MÊME PENDANT LA SECONDE GUERRE MONDIALE, LES PORTES DU MUSÉE SONT RESTÉES OUVERTES POUR DES CONCERTS À MIDI
J’ai visité la National Gallery à nouveau pour la première fois au début du mois de mai et en franchissant le seuil donnant sur Trafalgar Square, aussi désert qu’un De Chirico, j’ai été submergé par l’émotion.
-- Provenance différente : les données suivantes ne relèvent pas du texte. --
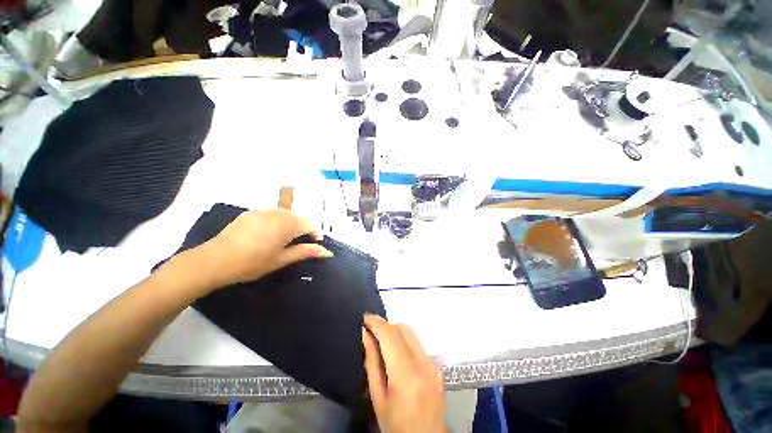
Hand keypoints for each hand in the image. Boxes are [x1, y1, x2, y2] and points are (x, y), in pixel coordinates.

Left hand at [193, 209, 332, 288]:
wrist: (214, 261)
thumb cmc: (252, 263)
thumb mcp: (281, 259)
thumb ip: (305, 252)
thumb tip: (327, 252)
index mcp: (287, 224)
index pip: (309, 224)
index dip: (315, 234)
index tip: (315, 244)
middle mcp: (277, 213)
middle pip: (298, 217)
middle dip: (303, 228)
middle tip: (300, 243)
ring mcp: (263, 211)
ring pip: (286, 214)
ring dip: (291, 224)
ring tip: (285, 239)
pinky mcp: (251, 213)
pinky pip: (272, 214)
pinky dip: (277, 221)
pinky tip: (269, 234)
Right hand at [362, 314, 446, 432]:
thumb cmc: (396, 425)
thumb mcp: (377, 397)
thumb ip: (371, 362)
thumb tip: (365, 334)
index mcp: (406, 375)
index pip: (391, 336)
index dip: (377, 323)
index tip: (365, 317)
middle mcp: (423, 364)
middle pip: (403, 329)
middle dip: (385, 325)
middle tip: (371, 330)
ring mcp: (433, 364)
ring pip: (411, 333)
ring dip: (394, 331)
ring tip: (381, 340)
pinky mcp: (437, 366)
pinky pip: (417, 344)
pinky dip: (404, 341)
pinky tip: (396, 353)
J’ai été attiré d’abord par le Diptyque de Wilton, qui, dans la pénombre de l’aile Sainsbury, avec ses panneaux travaillés à la feuille d’or et scintillants, ressemblait à une lanterne qui aurait brillé six siècles durant, jusqu’à ce jour. Puis par Le bon Samaritain de Jacopo Bassano, qui m’a évoqué les actes extraordinaires de service désintéressé et de solidarité dont nous avons tous été témoins pendant la pandémie. À une époque d’incertitude si importante, les musées offrent un sentiment de continuité, entre un temps révolu et celui qui viendra ; ils inspirent réconfort, engagement et une certaine certitude que nous pouvons traverser la crise. Le musée a rouvert le 8 juillet dans un soupir collectif de joie et de soulagement, accueillant de nouvelles expositions, une salle Julia et Hans Rausing spectaculairement rénovée et des parcours de visite très appréciés des visiteurs.
NOUS AVONS PERDU ENVIRON 85 % DE NOS VISITEURS ET LES PRÉVISIONS SUGGÈRENT QUE NOUS NE REVIENDRONS PAS AVANT 2024 AUX NIVEAUX DE FRÉQUENTATION PRÉCÉDENTS
Pour les musées, l’avenir est incertain. Nous avons perdu environ 85 % de nos visiteurs et les prévisions suggèrent que nous ne reviendrons pas avant 2024 aux niveaux de fréquentation qui ont précédé la crise sanitaire. Comme de nombreux musées à travers l’Europe, nous sommes contraints aujourd’hui à une nouvelle fermeture, et notre modèle financier a été durement mis à mal. Mais nous travaillons en étroite collaboration avec le gouvernement britannique et les uns avec les autres pour trouver une porte de sortie et gérer cette pandémie. Nous deviendrons plus perspicaces et plus sélectifs quant à l’emploi de nos ressources humaines, intellectuelles et financières. Nous serons tous plus responsables socialement et encore plus conscients de notre responsabilité à devoir agir de manière mesurée et réfléchie. Il y aura une solidarité encore plus grande dans le secteur muséal dans ce pays et à l’international. J’ai hâte d’ouvrir à nouveau les portes pour accueillir le public dans nos expositions « Artemisia » et « Titien ». Et donner à voir le Diptyque de Wilton, qui lui appartient, ainsi qu’aux générations futures.